Work required: Lines with the word "highway" are the answer; copy each of them from the data below.

━━━ Task input ━━━

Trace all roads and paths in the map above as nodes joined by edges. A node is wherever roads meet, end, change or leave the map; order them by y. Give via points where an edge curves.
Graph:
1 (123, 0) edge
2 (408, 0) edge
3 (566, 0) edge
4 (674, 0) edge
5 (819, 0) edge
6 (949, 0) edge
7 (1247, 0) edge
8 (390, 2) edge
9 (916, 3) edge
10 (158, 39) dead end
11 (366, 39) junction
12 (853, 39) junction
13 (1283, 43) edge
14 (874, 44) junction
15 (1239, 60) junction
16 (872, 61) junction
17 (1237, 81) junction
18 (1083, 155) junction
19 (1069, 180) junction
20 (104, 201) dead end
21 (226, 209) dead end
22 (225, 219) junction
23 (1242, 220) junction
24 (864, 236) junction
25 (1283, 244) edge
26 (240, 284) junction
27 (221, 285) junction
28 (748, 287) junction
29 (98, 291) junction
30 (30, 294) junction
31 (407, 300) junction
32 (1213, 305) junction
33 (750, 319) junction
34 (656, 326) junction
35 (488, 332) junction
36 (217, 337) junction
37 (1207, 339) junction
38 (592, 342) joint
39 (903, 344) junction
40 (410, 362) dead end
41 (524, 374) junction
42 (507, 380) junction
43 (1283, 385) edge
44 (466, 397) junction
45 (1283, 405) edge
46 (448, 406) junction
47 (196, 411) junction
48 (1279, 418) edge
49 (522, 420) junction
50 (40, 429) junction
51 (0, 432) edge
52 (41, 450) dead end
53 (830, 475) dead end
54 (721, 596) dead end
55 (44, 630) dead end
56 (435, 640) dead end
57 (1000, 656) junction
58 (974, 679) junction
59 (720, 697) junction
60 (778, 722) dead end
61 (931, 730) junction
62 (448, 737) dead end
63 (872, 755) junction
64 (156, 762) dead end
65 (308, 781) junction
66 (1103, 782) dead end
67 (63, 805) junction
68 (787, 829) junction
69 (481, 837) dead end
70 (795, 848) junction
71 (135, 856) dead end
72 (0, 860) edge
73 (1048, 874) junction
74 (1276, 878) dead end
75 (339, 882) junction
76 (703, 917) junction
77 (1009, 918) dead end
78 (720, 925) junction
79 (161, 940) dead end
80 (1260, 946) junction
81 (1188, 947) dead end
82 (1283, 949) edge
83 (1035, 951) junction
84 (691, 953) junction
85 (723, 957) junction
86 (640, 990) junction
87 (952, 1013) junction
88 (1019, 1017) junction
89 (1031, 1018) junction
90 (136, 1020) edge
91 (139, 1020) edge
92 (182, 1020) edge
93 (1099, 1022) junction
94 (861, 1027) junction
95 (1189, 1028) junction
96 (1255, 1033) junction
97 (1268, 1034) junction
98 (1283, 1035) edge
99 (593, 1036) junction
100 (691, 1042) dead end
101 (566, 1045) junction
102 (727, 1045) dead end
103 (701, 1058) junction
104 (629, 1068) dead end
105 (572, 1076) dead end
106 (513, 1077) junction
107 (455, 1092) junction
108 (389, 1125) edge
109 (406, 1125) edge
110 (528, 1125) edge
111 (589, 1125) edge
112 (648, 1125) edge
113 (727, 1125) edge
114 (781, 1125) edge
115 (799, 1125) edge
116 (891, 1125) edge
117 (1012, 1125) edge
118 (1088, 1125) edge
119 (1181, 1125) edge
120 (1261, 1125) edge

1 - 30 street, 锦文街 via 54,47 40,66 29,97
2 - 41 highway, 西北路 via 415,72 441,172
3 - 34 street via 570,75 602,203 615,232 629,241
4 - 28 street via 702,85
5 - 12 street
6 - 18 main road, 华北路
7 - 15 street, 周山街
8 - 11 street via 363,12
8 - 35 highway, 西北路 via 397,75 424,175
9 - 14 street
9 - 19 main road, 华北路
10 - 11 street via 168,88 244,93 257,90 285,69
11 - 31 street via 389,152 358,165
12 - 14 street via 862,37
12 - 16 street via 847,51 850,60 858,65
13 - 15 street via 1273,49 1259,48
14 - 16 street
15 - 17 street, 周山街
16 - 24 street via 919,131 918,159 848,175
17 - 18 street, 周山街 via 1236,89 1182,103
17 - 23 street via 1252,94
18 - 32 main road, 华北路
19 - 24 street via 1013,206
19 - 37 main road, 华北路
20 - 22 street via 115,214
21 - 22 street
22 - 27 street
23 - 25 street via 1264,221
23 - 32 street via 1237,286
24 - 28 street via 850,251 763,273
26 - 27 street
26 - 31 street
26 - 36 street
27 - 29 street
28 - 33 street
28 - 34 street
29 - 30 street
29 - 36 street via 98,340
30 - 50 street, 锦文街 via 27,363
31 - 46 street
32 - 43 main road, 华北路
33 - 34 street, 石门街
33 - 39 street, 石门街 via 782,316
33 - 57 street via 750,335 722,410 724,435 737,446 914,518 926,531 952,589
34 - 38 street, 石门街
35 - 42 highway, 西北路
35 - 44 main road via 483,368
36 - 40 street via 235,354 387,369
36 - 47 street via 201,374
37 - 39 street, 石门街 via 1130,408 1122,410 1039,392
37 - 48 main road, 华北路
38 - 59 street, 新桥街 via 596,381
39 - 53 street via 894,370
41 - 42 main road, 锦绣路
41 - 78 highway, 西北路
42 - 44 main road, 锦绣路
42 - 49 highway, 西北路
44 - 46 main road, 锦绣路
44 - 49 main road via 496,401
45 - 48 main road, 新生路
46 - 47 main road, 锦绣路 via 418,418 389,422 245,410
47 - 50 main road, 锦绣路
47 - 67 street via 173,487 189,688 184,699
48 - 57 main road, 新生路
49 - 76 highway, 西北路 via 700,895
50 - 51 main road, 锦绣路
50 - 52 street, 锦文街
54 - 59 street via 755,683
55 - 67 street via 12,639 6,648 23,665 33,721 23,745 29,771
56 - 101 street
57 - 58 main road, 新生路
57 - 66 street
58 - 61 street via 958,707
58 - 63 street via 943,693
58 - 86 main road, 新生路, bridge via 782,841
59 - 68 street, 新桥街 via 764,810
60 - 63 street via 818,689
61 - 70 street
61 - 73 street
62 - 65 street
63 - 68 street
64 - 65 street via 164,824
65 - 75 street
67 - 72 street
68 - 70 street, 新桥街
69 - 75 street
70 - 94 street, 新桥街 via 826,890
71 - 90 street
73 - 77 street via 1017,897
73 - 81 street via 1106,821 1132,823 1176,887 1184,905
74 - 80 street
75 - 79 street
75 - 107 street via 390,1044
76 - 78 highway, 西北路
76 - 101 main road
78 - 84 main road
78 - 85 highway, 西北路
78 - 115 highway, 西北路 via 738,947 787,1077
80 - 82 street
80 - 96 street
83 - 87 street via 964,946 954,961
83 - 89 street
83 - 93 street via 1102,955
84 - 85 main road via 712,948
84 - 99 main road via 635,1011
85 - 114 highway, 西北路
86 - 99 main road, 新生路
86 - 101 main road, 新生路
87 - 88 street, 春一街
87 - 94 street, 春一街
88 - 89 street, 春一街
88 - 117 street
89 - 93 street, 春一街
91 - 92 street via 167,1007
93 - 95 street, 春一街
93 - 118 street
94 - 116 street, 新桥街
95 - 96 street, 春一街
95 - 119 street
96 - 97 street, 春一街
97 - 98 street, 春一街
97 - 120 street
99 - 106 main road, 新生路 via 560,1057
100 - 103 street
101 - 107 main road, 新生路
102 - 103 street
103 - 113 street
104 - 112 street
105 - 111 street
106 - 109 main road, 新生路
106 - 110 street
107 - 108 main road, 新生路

━━━

Solution for this task:
2 - 41 highway, 西北路 via 415,72 441,172
8 - 35 highway, 西北路 via 397,75 424,175
35 - 42 highway, 西北路
41 - 78 highway, 西北路
42 - 49 highway, 西北路
49 - 76 highway, 西北路 via 700,895
76 - 78 highway, 西北路
78 - 85 highway, 西北路
78 - 115 highway, 西北路 via 738,947 787,1077
85 - 114 highway, 西北路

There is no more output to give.